Dr. Walker calls the patent on salvarsan “this thing”:
I do not know whether this thing can be abrogated or not, but it is a question where a property right, where a contract stands against the interests of the American people, women and children who have been innocently infected and who can not get the drug and who are being turned away every day of the year from hospitals all over the country because we cannot get it.
“A property right stands against the interests of the American people.” One has to become quite the worm-tongue to argue that the interests of the American people are to reward a German company that has broader patent rights in the U.S. than in Germany, so that it can make a 9x profit over what otherwise would be a reasonable price that included profit.
Dr. Walker then reports that about 3,000 doses of salvarsan are sold each day in the U.S. and the cost to manufacture is “25 or 35 cents.”
Somewhere there is a tremendous profit. Somewhere somebody is making a great deal of money at the expense of sick people, and that is the only proposition that I submit. It is not a legal thing; it is not a point of law I want to argue, but is a point that we need this medicine, and we have got to have this medicine in some way or the other; we must have it.
Dr. Walker then calls out doctors who speculated on the price of salvarsan when for a time it became scarce during the war:
I want to state right there that in the time it was scarce–in the time they could not get it–a number of doctors did buy it and held it up for $15, $25, and sometimes $50 a dose. That is true. Some of the medical profession did that.
It turns out the US Army was obtaining salvarsan from Great Britain, which had canceled the German company’s patent, and was also buying it from German manufacturer based in the U.S., according to Herman A. Metz, its president. (Later, in 1923, Metz would be sued for selling tainted salvarsan to the Army.)
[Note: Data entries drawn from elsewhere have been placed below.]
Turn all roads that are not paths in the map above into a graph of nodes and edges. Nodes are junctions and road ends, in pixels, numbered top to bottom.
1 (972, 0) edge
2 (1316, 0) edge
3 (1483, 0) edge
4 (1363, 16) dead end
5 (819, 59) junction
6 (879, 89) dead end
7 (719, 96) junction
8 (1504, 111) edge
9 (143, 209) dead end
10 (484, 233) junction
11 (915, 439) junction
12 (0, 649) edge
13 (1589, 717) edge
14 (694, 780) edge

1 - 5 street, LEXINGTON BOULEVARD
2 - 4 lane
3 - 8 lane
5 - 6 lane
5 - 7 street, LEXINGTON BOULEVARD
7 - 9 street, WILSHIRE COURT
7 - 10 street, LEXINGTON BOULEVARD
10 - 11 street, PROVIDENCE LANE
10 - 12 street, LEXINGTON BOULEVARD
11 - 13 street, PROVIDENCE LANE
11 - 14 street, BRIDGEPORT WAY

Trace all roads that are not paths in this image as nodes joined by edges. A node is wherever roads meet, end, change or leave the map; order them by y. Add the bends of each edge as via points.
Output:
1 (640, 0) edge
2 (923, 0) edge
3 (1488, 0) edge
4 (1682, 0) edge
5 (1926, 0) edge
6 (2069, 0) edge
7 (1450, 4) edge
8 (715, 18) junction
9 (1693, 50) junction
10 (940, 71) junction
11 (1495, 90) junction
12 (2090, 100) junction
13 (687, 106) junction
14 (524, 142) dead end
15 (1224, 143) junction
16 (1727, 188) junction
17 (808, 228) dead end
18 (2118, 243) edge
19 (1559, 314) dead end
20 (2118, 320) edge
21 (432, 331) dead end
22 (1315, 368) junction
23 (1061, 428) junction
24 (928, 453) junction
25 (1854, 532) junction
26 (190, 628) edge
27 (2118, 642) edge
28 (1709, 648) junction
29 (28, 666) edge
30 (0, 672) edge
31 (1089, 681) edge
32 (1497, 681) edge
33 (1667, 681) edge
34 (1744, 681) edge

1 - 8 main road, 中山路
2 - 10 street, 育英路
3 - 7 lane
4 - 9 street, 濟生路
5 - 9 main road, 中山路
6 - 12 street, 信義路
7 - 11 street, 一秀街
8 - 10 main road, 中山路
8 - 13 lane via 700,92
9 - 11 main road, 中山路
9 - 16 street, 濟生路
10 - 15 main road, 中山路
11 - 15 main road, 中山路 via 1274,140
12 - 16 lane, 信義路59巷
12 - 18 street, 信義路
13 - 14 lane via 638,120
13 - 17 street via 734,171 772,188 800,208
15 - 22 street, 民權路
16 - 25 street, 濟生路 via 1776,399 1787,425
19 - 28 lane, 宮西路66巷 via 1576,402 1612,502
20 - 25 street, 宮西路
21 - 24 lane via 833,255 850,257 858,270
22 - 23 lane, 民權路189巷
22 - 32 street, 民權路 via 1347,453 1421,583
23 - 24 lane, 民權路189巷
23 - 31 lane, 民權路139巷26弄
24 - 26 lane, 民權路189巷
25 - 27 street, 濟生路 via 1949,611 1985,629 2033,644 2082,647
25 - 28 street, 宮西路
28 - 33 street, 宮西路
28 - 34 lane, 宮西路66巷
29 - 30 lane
There were competitors to salvarsan–Burroughs Wellcome’s version was called Kharsivan and Polenc Frères called theirs Galyl. It’s just that these versions also came through Metz’s company, since Metz was the agent for the German’s interest in their U.S. patent. Metz himself testified following Walker and two other doctors. His testimony is compelling in another way.
Metz claimed that his company was selling salvarsan to the U.S. Army below cost. If Metz’s accounting is to be believed, he was telling the truth–it’s just that the costs of purchasing the drug from Germany, shipping it to the U.S., packaging it (it could not be exposed to air or it turned lethal) and labeling it ran up the price considerably. There was breakage and availability was affected by hoarding and illegal export. Even salvarsan manufactured in the U.S., Metz argued, would cost $1.50 a dose.
Dr. Walker was not having any of it:
We do not want it as a war measure only. The manufacturers will do anything in God’s world they can now. Give it away, or anything, if you let them alone until after the war. That is all right. We want this thing as a war measure and we want this thing as a peace measure, and we want this price put down; take it out of commerce and get that thing down so we can get it, so the people can get it.
“We want it as a peace measure. Take it out of commerce.” There you have it, succinctly put. What does it mean to take a drug “out of commerce”? It means the decisions with regard to price, quantity, and quality are not ones of commerce but ones of compassion–peace measures, as Dr. Walker puts it.
It sounds compelling. But are price, quantity, and quality of a drug functions of compassioned decision-making alone?